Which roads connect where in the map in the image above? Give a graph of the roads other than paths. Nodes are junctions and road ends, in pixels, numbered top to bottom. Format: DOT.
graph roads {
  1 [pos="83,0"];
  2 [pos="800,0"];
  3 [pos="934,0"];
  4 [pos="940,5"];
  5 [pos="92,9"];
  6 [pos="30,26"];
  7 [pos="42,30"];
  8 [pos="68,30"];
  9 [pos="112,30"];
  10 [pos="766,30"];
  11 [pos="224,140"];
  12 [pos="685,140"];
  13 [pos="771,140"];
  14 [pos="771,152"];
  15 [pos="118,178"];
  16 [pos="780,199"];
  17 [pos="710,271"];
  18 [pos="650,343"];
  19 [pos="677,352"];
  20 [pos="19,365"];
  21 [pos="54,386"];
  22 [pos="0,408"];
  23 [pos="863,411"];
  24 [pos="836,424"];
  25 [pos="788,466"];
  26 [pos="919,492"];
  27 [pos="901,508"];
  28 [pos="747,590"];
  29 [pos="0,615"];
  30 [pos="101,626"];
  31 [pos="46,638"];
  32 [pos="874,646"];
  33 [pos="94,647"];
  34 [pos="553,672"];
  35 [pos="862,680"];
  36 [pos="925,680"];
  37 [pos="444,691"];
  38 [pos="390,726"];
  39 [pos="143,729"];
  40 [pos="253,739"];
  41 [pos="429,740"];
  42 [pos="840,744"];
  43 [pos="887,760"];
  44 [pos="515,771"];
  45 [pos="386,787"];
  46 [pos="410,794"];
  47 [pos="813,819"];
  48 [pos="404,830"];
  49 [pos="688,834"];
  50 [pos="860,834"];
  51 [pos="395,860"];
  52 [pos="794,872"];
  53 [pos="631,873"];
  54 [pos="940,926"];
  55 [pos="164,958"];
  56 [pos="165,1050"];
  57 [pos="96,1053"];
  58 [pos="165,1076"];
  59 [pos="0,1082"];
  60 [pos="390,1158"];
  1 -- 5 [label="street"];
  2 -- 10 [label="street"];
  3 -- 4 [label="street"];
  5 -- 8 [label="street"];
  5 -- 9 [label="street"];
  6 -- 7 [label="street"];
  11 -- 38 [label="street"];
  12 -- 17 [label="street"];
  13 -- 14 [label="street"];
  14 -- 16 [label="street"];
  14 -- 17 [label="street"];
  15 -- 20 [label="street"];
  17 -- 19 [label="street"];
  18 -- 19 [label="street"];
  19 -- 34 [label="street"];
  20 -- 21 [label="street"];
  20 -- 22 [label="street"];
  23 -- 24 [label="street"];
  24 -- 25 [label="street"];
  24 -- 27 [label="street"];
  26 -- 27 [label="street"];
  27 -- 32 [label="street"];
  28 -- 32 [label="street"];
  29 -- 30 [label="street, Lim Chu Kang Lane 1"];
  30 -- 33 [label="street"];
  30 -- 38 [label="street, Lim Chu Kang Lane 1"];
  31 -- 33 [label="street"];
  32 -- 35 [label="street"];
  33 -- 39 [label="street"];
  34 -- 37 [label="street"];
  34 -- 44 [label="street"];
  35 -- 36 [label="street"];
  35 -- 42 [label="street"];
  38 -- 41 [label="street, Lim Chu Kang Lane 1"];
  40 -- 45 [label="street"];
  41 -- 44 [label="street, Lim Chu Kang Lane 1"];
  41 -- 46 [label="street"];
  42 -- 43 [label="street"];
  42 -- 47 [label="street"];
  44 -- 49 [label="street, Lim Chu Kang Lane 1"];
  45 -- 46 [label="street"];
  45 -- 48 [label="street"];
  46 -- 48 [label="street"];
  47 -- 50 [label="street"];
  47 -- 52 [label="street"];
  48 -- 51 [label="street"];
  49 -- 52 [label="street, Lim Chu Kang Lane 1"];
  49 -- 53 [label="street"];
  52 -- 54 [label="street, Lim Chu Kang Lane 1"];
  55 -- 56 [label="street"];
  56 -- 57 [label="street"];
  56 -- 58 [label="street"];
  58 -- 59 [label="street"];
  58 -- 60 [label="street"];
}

::::::::

(Exercise directions) Show every line above where "Kang" is found.

(Answer area)
  29 -- 30 [label="street, Lim Chu Kang Lane 1"];
  30 -- 38 [label="street, Lim Chu Kang Lane 1"];
  38 -- 41 [label="street, Lim Chu Kang Lane 1"];
  41 -- 44 [label="street, Lim Chu Kang Lane 1"];
  44 -- 49 [label="street, Lim Chu Kang Lane 1"];
  49 -- 52 [label="street, Lim Chu Kang Lane 1"];
  52 -- 54 [label="street, Lim Chu Kang Lane 1"];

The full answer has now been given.